Reprint all entries without any alteration.

Exercise materials Block Start

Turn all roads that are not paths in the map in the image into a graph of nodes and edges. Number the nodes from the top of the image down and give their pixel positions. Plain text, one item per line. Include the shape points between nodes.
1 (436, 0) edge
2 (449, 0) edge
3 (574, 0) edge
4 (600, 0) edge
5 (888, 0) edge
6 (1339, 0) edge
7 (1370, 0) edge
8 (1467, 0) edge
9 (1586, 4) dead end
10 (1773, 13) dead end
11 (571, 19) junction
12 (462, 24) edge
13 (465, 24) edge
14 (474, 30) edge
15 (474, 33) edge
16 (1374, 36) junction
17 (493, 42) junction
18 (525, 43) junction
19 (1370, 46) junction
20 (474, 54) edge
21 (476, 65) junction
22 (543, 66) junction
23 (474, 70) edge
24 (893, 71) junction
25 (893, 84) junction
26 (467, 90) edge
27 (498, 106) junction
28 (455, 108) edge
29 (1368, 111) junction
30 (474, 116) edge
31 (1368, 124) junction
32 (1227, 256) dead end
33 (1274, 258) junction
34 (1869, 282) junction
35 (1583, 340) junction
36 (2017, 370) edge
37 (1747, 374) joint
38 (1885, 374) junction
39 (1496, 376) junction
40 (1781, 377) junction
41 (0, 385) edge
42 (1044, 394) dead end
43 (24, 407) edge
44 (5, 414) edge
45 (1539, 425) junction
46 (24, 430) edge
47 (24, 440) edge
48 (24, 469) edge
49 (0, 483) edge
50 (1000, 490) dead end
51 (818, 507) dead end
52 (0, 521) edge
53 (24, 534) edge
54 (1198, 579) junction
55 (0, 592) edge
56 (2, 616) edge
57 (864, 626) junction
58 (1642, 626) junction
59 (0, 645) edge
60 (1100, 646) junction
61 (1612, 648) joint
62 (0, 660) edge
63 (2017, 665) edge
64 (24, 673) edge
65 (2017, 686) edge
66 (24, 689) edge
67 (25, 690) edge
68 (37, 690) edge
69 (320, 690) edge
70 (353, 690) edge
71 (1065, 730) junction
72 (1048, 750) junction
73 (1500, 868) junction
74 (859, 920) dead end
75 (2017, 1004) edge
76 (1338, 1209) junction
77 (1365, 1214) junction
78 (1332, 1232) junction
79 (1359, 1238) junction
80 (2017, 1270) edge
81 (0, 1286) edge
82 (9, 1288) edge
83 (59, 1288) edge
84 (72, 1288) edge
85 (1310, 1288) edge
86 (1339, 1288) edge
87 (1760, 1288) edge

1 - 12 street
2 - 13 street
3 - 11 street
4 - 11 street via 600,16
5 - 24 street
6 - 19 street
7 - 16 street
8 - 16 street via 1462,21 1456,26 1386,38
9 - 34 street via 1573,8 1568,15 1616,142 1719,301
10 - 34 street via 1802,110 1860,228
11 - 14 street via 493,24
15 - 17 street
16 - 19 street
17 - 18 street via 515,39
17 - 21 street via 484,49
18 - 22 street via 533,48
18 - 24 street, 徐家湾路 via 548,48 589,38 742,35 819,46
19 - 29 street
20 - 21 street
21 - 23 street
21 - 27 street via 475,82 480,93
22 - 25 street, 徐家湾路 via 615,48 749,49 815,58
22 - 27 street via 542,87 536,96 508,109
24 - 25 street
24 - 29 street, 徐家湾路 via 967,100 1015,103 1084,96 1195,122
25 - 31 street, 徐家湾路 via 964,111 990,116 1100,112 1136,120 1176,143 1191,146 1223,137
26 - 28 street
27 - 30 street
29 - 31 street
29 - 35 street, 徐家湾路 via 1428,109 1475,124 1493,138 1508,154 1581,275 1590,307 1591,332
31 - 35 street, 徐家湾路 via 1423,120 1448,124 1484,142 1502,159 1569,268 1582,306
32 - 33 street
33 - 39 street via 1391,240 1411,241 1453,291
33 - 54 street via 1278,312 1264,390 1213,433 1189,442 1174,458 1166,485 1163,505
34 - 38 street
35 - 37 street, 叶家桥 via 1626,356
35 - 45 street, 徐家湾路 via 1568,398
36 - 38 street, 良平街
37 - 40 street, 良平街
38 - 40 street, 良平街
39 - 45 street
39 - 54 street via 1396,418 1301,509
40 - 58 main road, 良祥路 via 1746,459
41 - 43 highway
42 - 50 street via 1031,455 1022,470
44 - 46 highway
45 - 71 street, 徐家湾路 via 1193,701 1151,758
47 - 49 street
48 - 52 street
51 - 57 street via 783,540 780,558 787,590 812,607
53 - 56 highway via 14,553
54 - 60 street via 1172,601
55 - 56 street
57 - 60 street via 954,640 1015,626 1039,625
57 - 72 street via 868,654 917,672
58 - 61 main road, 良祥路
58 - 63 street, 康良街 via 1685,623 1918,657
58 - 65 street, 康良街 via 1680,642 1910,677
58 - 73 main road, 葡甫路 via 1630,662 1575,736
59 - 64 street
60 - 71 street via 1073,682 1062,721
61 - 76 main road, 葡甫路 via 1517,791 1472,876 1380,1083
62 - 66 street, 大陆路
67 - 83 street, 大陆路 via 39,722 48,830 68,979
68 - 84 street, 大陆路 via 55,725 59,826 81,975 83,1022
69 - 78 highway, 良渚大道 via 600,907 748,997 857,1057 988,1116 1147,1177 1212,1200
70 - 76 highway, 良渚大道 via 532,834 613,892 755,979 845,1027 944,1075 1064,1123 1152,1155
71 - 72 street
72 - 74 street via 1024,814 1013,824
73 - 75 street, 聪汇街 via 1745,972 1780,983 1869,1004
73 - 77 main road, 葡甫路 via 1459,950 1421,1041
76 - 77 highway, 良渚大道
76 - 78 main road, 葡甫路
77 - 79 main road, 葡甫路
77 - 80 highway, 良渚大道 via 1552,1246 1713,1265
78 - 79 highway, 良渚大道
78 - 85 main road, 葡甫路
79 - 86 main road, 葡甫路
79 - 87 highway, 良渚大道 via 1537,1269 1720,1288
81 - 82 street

Exercise materials Block End

- **Task output**:
Turn all roads that are not paths in the map in the image into a graph of nodes and edges. Number the nodes from the top of the image down and give their pixel positions. Plain text, one item per line. Include the shape points between nodes.
1 (436, 0) edge
2 (449, 0) edge
3 (574, 0) edge
4 (600, 0) edge
5 (888, 0) edge
6 (1339, 0) edge
7 (1370, 0) edge
8 (1467, 0) edge
9 (1586, 4) dead end
10 (1773, 13) dead end
11 (571, 19) junction
12 (462, 24) edge
13 (465, 24) edge
14 (474, 30) edge
15 (474, 33) edge
16 (1374, 36) junction
17 (493, 42) junction
18 (525, 43) junction
19 (1370, 46) junction
20 (474, 54) edge
21 (476, 65) junction
22 (543, 66) junction
23 (474, 70) edge
24 (893, 71) junction
25 (893, 84) junction
26 (467, 90) edge
27 (498, 106) junction
28 (455, 108) edge
29 (1368, 111) junction
30 (474, 116) edge
31 (1368, 124) junction
32 (1227, 256) dead end
33 (1274, 258) junction
34 (1869, 282) junction
35 (1583, 340) junction
36 (2017, 370) edge
37 (1747, 374) joint
38 (1885, 374) junction
39 (1496, 376) junction
40 (1781, 377) junction
41 (0, 385) edge
42 (1044, 394) dead end
43 (24, 407) edge
44 (5, 414) edge
45 (1539, 425) junction
46 (24, 430) edge
47 (24, 440) edge
48 (24, 469) edge
49 (0, 483) edge
50 (1000, 490) dead end
51 (818, 507) dead end
52 (0, 521) edge
53 (24, 534) edge
54 (1198, 579) junction
55 (0, 592) edge
56 (2, 616) edge
57 (864, 626) junction
58 (1642, 626) junction
59 (0, 645) edge
60 (1100, 646) junction
61 (1612, 648) joint
62 (0, 660) edge
63 (2017, 665) edge
64 (24, 673) edge
65 (2017, 686) edge
66 (24, 689) edge
67 (25, 690) edge
68 (37, 690) edge
69 (320, 690) edge
70 (353, 690) edge
71 (1065, 730) junction
72 (1048, 750) junction
73 (1500, 868) junction
74 (859, 920) dead end
75 (2017, 1004) edge
76 (1338, 1209) junction
77 (1365, 1214) junction
78 (1332, 1232) junction
79 (1359, 1238) junction
80 (2017, 1270) edge
81 (0, 1286) edge
82 (9, 1288) edge
83 (59, 1288) edge
84 (72, 1288) edge
85 (1310, 1288) edge
86 (1339, 1288) edge
87 (1760, 1288) edge

1 - 12 street
2 - 13 street
3 - 11 street
4 - 11 street via 600,16
5 - 24 street
6 - 19 street
7 - 16 street
8 - 16 street via 1462,21 1456,26 1386,38
9 - 34 street via 1573,8 1568,15 1616,142 1719,301
10 - 34 street via 1802,110 1860,228
11 - 14 street via 493,24
15 - 17 street
16 - 19 street
17 - 18 street via 515,39
17 - 21 street via 484,49
18 - 22 street via 533,48
18 - 24 street, 徐家湾路 via 548,48 589,38 742,35 819,46
19 - 29 street
20 - 21 street
21 - 23 street
21 - 27 street via 475,82 480,93
22 - 25 street, 徐家湾路 via 615,48 749,49 815,58
22 - 27 street via 542,87 536,96 508,109
24 - 25 street
24 - 29 street, 徐家湾路 via 967,100 1015,103 1084,96 1195,122
25 - 31 street, 徐家湾路 via 964,111 990,116 1100,112 1136,120 1176,143 1191,146 1223,137
26 - 28 street
27 - 30 street
29 - 31 street
29 - 35 street, 徐家湾路 via 1428,109 1475,124 1493,138 1508,154 1581,275 1590,307 1591,332
31 - 35 street, 徐家湾路 via 1423,120 1448,124 1484,142 1502,159 1569,268 1582,306
32 - 33 street
33 - 39 street via 1391,240 1411,241 1453,291
33 - 54 street via 1278,312 1264,390 1213,433 1189,442 1174,458 1166,485 1163,505
34 - 38 street
35 - 37 street, 叶家桥 via 1626,356
35 - 45 street, 徐家湾路 via 1568,398
36 - 38 street, 良平街
37 - 40 street, 良平街
38 - 40 street, 良平街
39 - 45 street
39 - 54 street via 1396,418 1301,509
40 - 58 main road, 良祥路 via 1746,459
41 - 43 highway
42 - 50 street via 1031,455 1022,470
44 - 46 highway
45 - 71 street, 徐家湾路 via 1193,701 1151,758
47 - 49 street
48 - 52 street
51 - 57 street via 783,540 780,558 787,590 812,607
53 - 56 highway via 14,553
54 - 60 street via 1172,601
55 - 56 street
57 - 60 street via 954,640 1015,626 1039,625
57 - 72 street via 868,654 917,672
58 - 61 main road, 良祥路
58 - 63 street, 康良街 via 1685,623 1918,657
58 - 65 street, 康良街 via 1680,642 1910,677
58 - 73 main road, 葡甫路 via 1630,662 1575,736
59 - 64 street
60 - 71 street via 1073,682 1062,721
61 - 76 main road, 葡甫路 via 1517,791 1472,876 1380,1083
62 - 66 street, 大陆路
67 - 83 street, 大陆路 via 39,722 48,830 68,979
68 - 84 street, 大陆路 via 55,725 59,826 81,975 83,1022
69 - 78 highway, 良渚大道 via 600,907 748,997 857,1057 988,1116 1147,1177 1212,1200
70 - 76 highway, 良渚大道 via 532,834 613,892 755,979 845,1027 944,1075 1064,1123 1152,1155
71 - 72 street
72 - 74 street via 1024,814 1013,824
73 - 75 street, 聪汇街 via 1745,972 1780,983 1869,1004
73 - 77 main road, 葡甫路 via 1459,950 1421,1041
76 - 77 highway, 良渚大道
76 - 78 main road, 葡甫路
77 - 79 main road, 葡甫路
77 - 80 highway, 良渚大道 via 1552,1246 1713,1265
78 - 79 highway, 良渚大道
78 - 85 main road, 葡甫路
79 - 86 main road, 葡甫路
79 - 87 highway, 良渚大道 via 1537,1269 1720,1288
81 - 82 street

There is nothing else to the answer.